## Collected data
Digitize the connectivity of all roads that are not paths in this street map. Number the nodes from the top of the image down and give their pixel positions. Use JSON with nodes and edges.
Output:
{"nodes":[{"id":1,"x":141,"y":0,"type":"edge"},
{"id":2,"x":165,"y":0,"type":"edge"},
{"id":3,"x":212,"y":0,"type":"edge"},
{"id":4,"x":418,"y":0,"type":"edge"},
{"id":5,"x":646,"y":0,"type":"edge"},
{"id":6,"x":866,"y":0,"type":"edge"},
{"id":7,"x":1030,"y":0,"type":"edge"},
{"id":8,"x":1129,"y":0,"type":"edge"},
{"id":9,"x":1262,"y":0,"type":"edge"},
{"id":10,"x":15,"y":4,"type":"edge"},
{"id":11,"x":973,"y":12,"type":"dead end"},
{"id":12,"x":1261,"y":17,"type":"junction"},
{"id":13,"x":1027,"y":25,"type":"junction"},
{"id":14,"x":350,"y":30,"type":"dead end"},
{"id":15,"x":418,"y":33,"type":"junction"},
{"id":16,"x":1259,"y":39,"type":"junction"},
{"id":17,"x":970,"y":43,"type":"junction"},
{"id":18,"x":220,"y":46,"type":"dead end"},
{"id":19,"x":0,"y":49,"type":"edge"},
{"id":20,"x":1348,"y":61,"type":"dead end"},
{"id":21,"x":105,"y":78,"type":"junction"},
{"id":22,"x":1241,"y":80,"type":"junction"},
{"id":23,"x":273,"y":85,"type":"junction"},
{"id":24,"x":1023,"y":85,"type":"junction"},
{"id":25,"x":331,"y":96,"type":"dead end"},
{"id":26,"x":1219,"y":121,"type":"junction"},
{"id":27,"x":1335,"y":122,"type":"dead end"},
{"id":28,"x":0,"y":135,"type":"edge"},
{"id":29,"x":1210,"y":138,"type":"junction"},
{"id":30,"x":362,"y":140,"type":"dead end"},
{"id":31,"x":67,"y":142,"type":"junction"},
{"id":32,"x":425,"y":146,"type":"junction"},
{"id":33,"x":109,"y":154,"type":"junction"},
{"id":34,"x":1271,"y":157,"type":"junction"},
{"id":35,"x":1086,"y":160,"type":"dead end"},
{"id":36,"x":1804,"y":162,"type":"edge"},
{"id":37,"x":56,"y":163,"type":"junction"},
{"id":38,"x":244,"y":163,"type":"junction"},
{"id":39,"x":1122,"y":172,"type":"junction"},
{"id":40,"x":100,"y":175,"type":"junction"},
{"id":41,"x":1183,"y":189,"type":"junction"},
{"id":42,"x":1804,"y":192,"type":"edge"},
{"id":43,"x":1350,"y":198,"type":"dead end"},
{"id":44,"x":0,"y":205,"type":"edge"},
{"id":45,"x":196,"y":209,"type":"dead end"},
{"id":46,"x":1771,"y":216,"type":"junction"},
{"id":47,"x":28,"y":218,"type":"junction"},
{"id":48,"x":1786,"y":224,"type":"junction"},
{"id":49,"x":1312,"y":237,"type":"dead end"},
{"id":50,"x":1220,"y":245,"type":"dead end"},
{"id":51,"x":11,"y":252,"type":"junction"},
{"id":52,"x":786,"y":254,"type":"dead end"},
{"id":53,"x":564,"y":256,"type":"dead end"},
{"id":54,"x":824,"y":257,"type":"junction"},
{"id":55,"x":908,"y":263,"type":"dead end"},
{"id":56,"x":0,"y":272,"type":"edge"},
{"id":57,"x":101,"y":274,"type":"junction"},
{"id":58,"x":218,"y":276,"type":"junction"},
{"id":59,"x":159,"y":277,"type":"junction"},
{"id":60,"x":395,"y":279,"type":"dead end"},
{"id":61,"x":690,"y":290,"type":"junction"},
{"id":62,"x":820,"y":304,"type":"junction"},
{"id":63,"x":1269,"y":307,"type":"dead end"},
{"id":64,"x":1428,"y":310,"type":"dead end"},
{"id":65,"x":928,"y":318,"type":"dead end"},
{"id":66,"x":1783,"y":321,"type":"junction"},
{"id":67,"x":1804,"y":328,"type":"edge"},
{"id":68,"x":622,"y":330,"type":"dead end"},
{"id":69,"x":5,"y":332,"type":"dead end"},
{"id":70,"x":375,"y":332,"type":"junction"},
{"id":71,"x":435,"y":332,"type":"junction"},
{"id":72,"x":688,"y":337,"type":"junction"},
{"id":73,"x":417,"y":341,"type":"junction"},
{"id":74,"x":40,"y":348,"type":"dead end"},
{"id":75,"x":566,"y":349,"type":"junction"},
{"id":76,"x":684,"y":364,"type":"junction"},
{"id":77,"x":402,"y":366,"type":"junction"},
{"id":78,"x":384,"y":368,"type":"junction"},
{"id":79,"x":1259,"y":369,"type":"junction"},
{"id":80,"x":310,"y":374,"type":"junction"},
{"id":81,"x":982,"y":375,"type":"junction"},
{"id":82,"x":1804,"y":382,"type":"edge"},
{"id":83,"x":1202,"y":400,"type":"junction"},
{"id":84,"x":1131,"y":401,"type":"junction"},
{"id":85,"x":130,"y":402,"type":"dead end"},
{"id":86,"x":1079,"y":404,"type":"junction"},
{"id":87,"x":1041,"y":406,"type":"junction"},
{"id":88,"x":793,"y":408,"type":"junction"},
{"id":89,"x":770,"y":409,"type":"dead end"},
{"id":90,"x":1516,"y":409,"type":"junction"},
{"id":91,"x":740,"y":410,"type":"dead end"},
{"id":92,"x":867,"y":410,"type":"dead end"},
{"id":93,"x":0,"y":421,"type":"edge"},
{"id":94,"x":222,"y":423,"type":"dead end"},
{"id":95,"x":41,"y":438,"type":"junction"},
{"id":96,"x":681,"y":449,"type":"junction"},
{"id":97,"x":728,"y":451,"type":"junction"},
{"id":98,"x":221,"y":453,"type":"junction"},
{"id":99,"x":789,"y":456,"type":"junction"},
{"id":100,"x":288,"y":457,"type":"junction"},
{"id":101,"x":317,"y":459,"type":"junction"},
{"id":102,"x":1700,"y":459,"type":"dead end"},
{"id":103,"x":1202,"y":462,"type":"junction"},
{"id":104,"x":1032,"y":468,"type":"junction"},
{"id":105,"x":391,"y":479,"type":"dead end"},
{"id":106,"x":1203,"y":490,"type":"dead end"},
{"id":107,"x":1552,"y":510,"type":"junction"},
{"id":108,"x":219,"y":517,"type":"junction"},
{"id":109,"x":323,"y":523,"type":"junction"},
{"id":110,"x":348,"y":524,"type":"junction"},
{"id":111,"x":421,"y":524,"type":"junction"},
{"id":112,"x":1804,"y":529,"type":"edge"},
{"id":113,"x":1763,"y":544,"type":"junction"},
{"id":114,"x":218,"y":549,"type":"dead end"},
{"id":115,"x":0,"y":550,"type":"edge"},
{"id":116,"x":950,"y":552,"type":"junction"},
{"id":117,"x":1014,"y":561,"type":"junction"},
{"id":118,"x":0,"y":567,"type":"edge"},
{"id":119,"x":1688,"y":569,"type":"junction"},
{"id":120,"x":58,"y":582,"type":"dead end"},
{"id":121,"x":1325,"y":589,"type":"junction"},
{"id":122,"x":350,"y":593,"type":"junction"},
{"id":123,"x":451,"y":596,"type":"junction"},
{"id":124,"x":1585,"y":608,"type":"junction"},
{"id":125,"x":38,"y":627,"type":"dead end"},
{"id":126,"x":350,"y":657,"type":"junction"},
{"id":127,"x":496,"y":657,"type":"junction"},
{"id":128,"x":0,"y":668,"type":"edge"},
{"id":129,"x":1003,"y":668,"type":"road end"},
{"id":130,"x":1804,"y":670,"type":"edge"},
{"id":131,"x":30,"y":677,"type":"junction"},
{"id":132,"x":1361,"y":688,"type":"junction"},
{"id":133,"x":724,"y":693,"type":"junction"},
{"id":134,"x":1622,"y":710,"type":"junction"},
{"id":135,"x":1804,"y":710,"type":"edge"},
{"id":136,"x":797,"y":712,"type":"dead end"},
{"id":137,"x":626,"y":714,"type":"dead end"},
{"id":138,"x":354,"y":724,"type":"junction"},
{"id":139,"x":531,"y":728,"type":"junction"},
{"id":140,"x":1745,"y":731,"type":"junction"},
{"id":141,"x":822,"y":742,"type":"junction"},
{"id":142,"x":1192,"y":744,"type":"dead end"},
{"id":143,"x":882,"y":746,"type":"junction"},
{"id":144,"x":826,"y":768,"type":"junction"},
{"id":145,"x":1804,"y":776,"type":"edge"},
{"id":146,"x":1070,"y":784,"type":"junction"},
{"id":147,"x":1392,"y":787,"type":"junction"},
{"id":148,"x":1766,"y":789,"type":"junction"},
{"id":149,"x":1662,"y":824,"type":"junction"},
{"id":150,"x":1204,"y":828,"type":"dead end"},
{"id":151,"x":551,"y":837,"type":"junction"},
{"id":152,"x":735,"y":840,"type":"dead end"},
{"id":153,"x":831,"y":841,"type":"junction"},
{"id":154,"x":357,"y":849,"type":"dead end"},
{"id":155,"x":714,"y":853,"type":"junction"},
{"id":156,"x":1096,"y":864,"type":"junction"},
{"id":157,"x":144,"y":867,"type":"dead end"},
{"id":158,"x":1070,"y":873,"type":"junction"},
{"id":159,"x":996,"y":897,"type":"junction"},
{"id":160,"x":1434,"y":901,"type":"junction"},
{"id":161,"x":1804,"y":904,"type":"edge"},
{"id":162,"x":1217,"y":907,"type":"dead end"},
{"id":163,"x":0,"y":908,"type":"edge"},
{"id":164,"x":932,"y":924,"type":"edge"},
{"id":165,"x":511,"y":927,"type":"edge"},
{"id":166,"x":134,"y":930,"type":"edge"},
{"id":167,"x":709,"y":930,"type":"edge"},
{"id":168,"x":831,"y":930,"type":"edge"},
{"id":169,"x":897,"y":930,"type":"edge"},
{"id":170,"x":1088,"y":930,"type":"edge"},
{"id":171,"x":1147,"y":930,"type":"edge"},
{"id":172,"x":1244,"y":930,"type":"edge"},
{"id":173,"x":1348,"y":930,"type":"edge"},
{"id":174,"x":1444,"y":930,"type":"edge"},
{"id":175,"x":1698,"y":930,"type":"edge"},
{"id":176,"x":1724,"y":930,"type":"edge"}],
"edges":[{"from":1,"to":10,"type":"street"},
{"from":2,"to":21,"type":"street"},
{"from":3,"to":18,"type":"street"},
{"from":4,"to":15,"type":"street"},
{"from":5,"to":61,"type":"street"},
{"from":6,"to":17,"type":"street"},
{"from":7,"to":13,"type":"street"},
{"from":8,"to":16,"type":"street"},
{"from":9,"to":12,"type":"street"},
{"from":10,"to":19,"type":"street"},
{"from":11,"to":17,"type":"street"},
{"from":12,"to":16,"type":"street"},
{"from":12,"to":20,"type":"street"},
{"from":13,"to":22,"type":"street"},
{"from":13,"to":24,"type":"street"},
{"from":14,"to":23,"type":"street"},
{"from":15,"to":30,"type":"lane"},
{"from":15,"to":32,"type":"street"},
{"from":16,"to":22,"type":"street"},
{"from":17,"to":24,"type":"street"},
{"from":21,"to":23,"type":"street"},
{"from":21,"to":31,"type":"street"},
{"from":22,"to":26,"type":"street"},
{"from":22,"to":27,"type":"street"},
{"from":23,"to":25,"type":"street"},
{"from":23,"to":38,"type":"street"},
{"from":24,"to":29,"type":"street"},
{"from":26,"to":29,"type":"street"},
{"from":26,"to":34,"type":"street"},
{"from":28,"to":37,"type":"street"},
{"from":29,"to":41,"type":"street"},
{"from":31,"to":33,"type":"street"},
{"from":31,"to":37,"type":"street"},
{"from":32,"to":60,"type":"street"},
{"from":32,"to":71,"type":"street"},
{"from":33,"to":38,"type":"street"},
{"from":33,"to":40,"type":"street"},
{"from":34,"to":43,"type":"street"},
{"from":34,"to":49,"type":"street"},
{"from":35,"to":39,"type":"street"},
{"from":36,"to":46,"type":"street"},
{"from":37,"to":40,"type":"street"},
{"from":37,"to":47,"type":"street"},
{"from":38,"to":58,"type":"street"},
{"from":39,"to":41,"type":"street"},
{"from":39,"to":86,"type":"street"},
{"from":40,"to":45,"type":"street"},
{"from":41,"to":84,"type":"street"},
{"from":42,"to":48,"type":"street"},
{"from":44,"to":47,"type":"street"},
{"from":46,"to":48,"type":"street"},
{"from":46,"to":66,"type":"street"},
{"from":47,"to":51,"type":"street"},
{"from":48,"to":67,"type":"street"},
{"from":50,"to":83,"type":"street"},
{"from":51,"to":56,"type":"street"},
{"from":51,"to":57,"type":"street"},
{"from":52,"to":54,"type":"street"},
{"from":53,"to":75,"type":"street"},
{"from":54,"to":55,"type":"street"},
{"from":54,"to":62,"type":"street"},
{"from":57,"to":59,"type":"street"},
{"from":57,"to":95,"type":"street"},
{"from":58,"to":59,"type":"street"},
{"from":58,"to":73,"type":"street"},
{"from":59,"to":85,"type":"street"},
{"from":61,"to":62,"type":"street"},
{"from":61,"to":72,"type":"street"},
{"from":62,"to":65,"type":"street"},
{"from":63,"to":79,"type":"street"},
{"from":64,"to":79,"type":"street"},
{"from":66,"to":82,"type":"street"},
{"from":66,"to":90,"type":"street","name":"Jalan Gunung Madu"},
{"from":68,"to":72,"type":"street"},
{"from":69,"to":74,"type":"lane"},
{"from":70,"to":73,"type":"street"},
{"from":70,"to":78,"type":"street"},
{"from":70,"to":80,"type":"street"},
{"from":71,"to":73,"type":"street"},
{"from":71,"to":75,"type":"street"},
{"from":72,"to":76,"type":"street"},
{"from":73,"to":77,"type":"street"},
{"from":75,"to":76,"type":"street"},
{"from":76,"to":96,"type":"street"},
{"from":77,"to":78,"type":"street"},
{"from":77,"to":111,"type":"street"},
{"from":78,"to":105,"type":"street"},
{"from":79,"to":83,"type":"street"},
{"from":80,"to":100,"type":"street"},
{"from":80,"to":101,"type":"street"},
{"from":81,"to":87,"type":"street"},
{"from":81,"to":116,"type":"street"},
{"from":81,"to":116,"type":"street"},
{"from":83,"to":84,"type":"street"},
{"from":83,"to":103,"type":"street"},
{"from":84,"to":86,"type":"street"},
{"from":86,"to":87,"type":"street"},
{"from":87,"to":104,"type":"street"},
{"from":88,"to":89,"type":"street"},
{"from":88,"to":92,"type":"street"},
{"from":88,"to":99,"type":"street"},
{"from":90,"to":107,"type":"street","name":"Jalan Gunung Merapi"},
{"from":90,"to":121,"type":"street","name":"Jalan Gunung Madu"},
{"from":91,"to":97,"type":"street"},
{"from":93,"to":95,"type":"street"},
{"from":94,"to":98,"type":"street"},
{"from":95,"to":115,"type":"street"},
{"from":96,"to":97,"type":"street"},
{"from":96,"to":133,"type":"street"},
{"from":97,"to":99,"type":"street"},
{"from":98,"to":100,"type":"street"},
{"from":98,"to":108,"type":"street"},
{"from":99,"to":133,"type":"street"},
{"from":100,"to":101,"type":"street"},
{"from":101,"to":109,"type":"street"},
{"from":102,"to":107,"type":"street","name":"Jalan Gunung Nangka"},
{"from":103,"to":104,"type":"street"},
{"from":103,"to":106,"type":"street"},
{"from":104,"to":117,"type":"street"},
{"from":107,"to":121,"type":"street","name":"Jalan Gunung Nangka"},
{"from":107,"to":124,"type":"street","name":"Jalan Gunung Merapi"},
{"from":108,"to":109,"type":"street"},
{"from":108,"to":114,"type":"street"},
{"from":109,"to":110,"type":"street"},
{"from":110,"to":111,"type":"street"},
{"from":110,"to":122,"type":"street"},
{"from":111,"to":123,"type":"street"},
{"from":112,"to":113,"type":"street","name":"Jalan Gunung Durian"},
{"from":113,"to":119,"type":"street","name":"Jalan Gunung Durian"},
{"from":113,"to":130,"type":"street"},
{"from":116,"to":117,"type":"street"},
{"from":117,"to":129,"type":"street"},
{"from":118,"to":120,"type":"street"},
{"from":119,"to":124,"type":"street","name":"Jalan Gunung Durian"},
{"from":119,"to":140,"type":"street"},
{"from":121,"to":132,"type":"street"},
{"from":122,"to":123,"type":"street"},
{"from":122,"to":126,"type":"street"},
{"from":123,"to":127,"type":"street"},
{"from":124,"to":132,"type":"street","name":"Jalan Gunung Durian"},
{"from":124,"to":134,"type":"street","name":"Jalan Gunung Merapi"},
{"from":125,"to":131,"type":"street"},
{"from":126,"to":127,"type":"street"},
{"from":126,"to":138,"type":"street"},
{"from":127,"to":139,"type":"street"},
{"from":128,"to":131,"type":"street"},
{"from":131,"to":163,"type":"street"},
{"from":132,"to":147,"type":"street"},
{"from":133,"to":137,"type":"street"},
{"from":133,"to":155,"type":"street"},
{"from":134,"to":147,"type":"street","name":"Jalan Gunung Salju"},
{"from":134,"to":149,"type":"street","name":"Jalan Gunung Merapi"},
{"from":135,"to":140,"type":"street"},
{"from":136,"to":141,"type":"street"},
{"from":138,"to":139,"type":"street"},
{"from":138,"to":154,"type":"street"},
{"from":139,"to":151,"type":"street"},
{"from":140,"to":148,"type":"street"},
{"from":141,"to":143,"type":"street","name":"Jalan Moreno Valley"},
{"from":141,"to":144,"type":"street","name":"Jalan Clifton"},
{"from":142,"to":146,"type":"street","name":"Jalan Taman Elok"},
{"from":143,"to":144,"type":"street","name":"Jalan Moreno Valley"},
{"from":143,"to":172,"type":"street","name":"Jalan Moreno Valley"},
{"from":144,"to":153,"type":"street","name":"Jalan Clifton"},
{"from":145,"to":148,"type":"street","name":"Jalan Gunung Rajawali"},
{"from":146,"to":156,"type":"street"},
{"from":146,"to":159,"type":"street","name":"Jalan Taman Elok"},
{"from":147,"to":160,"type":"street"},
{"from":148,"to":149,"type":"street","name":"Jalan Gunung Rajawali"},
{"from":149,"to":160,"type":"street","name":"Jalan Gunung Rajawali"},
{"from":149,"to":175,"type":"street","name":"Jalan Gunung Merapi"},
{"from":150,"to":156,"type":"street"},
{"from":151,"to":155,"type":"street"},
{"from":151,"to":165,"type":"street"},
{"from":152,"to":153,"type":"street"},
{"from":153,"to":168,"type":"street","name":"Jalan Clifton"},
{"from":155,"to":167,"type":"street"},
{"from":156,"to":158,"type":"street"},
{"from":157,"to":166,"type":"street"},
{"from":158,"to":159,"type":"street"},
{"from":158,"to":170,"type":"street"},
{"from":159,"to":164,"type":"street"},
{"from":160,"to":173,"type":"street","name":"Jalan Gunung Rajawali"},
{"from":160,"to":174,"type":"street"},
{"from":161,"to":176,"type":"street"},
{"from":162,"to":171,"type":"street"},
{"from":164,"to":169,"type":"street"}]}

## BRIEF
Only the lines with the string "nodes" are wanted; pick them out of the records above and copy them.

## SOLUTION FOR THIS TASK
Digitize the connectivity of all roads that are not paths in this street map. Number the nodes from the top of the image down and give their pixel positions. Use JSON with nodes and edges.
{"nodes":[{"id":1,"x":141,"y":0,"type":"edge"},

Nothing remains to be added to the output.